# mode plein ecran



## tourist (10 Novembre 2005)

bonjour, 
sur PC la touche mode plein écran est F11 mais sur Mac quel est le raccourci???
merci de vos conseils....


----------



## Zyrol (10 Novembre 2005)

Bonjour,

Tout d'abord il faudrait savoir sur quelle application tu veux mettre en plein ecran, F11 c'est pour internet explorer si je ne me trompe pas.
sur Safari tu cliques sur le + en haut à gauche (c'est le premier rond en partant de la droite)

Sinon tu prends la fenetre en bas à droite et tu la tires, safari memorise la taille pour apres.

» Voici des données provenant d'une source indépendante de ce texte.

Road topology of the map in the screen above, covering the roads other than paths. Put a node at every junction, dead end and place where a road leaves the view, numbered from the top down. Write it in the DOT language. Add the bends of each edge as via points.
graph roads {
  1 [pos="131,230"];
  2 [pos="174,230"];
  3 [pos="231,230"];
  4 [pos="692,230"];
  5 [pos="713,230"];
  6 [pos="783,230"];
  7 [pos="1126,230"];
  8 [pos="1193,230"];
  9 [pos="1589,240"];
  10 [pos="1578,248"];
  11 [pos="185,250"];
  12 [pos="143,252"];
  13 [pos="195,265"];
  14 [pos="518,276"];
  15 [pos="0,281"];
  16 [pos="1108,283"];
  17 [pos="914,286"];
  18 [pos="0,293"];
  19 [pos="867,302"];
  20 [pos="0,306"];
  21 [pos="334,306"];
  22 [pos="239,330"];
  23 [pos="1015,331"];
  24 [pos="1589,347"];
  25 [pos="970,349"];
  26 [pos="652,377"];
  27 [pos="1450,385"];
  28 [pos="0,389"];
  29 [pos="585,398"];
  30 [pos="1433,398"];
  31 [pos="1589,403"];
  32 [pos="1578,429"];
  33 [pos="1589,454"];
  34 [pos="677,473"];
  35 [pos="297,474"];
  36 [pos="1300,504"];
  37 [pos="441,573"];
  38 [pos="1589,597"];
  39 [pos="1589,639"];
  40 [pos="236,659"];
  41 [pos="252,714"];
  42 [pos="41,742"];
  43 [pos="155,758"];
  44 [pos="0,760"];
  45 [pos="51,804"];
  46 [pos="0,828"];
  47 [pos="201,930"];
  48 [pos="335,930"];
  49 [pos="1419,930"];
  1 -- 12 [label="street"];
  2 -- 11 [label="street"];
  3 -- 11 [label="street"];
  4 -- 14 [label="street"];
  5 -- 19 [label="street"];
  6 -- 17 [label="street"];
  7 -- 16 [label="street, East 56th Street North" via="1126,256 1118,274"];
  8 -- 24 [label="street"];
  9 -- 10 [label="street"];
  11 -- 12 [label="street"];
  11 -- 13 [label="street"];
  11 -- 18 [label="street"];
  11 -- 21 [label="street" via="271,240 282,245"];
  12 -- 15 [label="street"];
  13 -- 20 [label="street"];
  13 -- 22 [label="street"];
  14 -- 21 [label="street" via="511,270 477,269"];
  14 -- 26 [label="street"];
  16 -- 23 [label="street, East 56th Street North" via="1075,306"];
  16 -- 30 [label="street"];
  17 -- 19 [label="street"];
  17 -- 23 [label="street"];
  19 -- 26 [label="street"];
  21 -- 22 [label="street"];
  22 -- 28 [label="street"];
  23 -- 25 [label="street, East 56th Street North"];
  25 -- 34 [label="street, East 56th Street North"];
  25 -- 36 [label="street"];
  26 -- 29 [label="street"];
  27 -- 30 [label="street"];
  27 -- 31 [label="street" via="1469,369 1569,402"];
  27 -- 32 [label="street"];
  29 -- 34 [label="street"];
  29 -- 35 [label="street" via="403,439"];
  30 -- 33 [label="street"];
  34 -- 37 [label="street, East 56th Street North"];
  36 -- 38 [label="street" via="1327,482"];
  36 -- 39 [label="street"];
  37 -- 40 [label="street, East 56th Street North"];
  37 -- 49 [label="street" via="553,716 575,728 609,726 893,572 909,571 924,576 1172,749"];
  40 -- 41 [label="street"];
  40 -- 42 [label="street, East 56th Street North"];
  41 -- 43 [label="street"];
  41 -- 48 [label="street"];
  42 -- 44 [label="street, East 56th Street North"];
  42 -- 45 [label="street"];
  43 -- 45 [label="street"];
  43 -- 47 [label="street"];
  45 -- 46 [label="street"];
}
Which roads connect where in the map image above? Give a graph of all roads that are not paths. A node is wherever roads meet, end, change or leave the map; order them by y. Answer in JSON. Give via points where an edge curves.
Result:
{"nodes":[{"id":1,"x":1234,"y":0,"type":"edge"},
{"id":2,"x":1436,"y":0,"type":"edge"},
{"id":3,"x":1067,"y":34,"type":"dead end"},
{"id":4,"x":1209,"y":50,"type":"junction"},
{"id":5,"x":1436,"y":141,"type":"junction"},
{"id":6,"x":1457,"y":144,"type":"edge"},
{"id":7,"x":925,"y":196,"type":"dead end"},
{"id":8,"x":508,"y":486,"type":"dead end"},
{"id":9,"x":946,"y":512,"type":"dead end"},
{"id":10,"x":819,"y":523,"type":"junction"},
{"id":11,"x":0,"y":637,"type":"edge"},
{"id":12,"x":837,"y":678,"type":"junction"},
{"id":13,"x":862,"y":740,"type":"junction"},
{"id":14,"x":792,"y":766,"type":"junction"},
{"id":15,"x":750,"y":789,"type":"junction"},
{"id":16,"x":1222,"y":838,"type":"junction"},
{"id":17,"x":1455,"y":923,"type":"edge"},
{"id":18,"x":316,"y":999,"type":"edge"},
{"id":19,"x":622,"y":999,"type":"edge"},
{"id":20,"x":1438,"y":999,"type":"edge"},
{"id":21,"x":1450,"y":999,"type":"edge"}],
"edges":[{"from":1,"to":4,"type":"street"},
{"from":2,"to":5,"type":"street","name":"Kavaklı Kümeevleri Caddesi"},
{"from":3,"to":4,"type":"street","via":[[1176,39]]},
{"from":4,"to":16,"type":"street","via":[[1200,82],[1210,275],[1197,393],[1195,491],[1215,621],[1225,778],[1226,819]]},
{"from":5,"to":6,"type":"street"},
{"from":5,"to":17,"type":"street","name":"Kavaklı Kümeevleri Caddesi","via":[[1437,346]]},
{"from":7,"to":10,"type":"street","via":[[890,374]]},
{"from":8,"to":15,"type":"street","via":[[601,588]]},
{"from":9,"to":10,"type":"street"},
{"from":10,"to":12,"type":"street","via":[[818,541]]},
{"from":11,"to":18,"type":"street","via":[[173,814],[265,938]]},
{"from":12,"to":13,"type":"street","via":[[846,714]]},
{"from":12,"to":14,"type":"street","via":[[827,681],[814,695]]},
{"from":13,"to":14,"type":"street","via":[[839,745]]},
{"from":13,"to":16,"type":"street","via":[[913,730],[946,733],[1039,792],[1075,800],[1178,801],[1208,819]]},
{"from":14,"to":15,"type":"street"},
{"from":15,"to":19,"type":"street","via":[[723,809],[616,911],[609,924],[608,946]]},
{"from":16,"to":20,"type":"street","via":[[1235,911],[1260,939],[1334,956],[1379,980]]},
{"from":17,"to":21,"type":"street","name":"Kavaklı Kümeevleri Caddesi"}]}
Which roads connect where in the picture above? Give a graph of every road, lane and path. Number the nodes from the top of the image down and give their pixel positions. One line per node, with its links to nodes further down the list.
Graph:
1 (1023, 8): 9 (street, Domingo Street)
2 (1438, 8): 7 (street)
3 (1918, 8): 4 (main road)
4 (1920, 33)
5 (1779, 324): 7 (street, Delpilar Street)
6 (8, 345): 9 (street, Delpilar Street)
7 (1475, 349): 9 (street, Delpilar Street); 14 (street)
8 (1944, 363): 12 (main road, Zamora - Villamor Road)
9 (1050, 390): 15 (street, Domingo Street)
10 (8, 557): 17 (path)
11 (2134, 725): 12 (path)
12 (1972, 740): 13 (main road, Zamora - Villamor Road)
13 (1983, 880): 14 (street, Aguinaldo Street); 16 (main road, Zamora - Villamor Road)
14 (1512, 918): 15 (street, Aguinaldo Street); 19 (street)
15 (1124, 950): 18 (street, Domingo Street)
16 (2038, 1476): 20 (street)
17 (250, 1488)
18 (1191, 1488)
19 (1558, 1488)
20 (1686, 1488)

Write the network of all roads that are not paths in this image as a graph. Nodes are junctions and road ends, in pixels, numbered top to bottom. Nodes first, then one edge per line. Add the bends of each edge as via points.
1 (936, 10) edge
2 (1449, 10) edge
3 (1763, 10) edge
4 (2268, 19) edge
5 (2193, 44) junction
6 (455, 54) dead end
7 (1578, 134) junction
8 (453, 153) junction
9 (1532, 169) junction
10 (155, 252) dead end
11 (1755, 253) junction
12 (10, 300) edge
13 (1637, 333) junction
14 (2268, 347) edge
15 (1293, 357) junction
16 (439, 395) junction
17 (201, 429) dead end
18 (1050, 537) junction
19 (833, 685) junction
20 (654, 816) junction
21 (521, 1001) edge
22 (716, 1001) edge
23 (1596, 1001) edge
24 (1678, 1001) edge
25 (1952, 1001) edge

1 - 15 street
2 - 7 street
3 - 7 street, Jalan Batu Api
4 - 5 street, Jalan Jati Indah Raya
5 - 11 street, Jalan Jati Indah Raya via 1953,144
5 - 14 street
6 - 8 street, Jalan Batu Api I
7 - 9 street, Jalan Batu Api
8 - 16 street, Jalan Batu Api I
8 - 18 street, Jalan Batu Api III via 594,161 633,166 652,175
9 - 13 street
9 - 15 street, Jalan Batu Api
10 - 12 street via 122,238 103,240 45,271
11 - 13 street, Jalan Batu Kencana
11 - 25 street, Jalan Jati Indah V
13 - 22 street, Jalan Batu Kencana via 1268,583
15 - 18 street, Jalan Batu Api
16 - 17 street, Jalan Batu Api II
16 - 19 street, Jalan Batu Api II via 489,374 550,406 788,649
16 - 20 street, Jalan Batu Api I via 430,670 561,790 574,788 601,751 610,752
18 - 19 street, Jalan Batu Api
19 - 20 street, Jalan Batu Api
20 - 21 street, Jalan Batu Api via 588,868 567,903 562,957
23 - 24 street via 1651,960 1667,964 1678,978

Essais d'etre plus precis quand tu demandes quelque chose.


----------



## tourist (10 Novembre 2005)

je n'y connais pas gd chose sur macintosh mais je voudrais savoir s'il existe un raccourci sur le clavier pour mettre en mode plein écran une fenetre du web. Sur PC la touche est F11 mais y a t'il un changement lrsque nous sommes sous mac???


----------



## Zyrol (10 Novembre 2005)

tu n'as pas de réel mode plein ecran, tu peux agrandir la fenetre au max. du moins avec safari, peut être que d'autres navigateurs le permette


----------



## le_magi61 (10 Novembre 2005)

Bonjour 
Bienvenue sur MacG 

Il me semble que pour mettre safari en plein ecran, il faut utiliser Saft


----------



## tourist (10 Novembre 2005)

merci pour vos conseils


----------